In my opinion, the greatest shortfall in this study was the lack of patient education. Pharmacists have been talking to patients about their medications for years, so I wonder why no further education was offered after it was decided that the patient's allergy met the criteria to be delisted? One could have explained to the patient why their symptoms were considered low risk. Patients who were hesitant to have their β-lactam allergy delisted might have felt more comfortable after hearing more information and having the opportunity to ask questions. Patients who still felt uncomfortable could also be referred to a provider for inpatient or later outpatient β-lactam allergy testing. In fact, the British Society for Allergy and Clinical Immunology has a recommendation for adults with low-risk symptoms that do not require allergy testing. These patients may still continue to avoid penicillin use if they do not have the reassurance of a negative allergy test, so testing should be considered in these patients.4 Lutfeali and colleagues5 utilized pharmacists to provide patient counseling at the time of negative penicillin allergy testing and again in 7 to 10 days, either via phone call or face-to-face visit. Of course, there is a cost to testing, but Macy and Shu6 found the cost-benefit ratio for penicillin allergy testing to be $1915 less per patient per year. With a reported incidence of 6% to 25% of the population, penicillin allergy is the most common drug allergy identified in patient's medical records.3 This equates to a potentially large savings nationwide.

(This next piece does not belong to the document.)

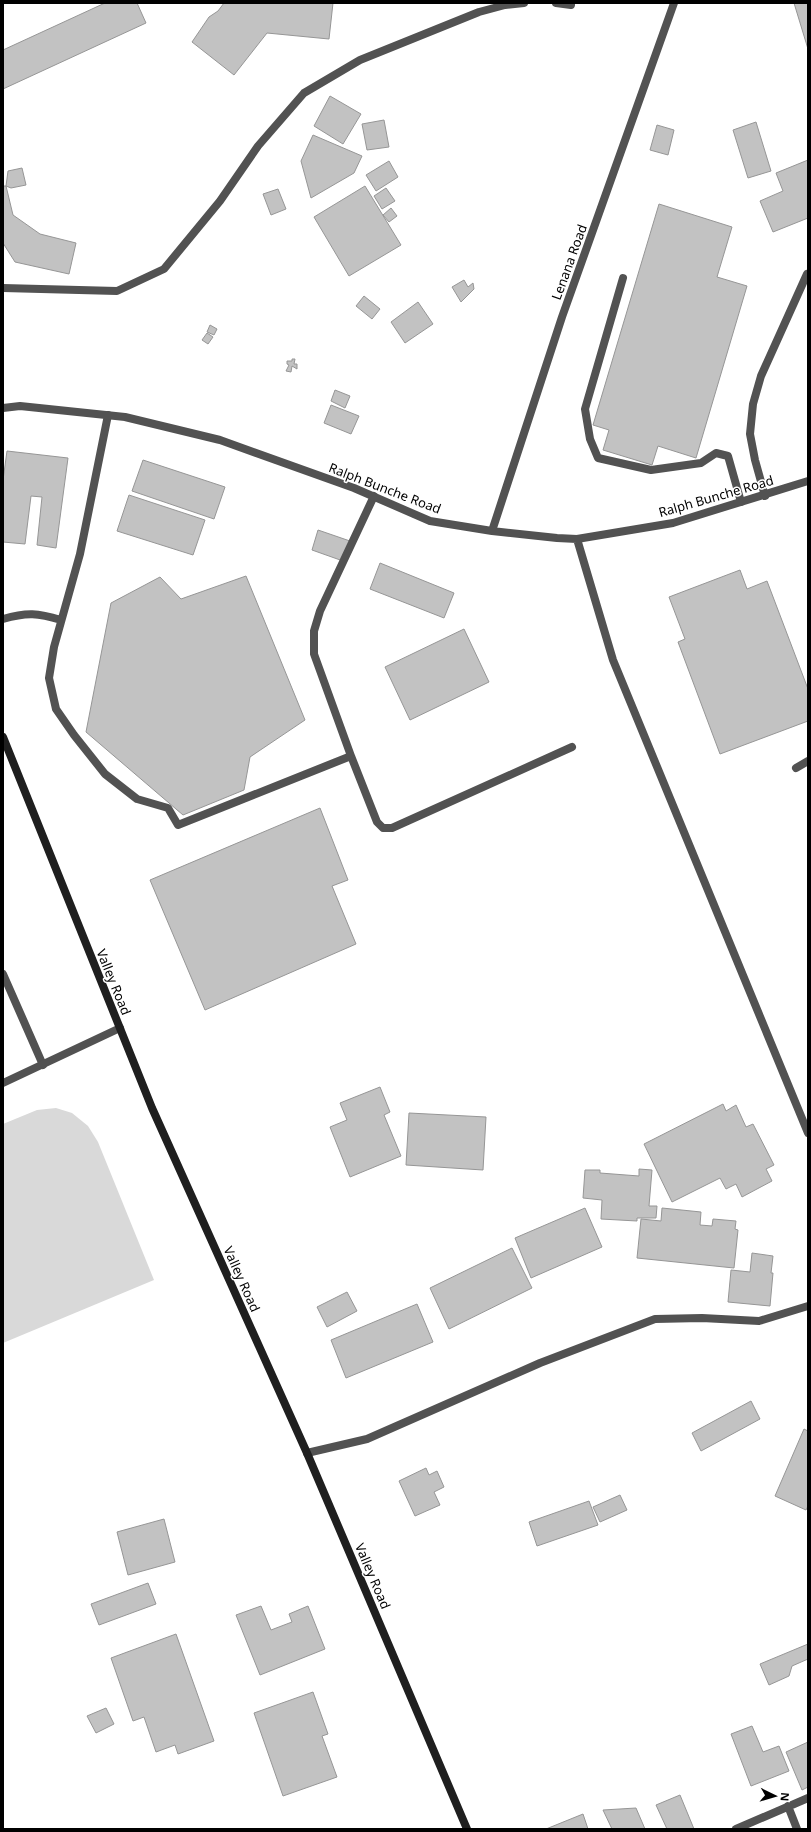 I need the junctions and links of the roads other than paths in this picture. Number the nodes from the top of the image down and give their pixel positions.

I appreciate Shaw and colleagues' attempt to tackle this important issue, but I fear that it is indeed a heavy lift for a 3-month study led by pharmacy residents with a subsequent 90-day follow-up. It seems that the United Kingdom is on their way via the British Society for Allergy and Clinical Immunology guidelines to help provide a solution to this issue.4 In the United States, with so many providers and different electronic medical record systems that do not speak to each other, we have an uphill battle ahead. More multicenter, comprehensive studies with long-term follow-up are needed. If that happens, we will hopefully be able to open the National Penicillin Allergy Day Web site in the not too distant future, with the only reference being to the discovery of penicillin on September 28, 1928, by Alexander Fleming.7


1. Shaw KM, Lally R, Langenderfer R, et al. Efficacy of a pharmacy residency driven beta-lactam allergy assessment at a community hospital. Infect Dis Clin Pract. 2023.
2. Sullivan TJ, Wedner HJ, Shatz GS, et al. Skin testing to detect penicillin allergy. J Allergy Clin Immunol. 1981;68:171–180.
3. Castells M, Khan DA, Phillips EJ. Penicillin allergy. N Engl J Med. 2019;381:2338–2351.
4. Savic L, Ardern-Jones M, Avery A, et al. BSACI guideline for the set-up of penicillin allergy de-labelling services by non-allergists working in a hospital setting. Clin Exp Allergy. 2022;52:1135–1141.
5. Lutfeali S, DiLoreto FF, Alvarez KS, et al. Maintaining penicillin allergy delabeling: a quality improvement initiative. J Allergy Clin Immunol Pract. 2021;9(5):2104–2106.
6. Macy E, Shu YH. The effect of penicillin allergy testing on future healthcare utilization: a matched cohort study. J Clin Immonol Pract. 2017;5:705–710.
7. Tan SY, Tatsumura Y. Alexander Fleming (1881–1955): discoverer of penicillin. Singapore Med J. 2015;56(7):366–367.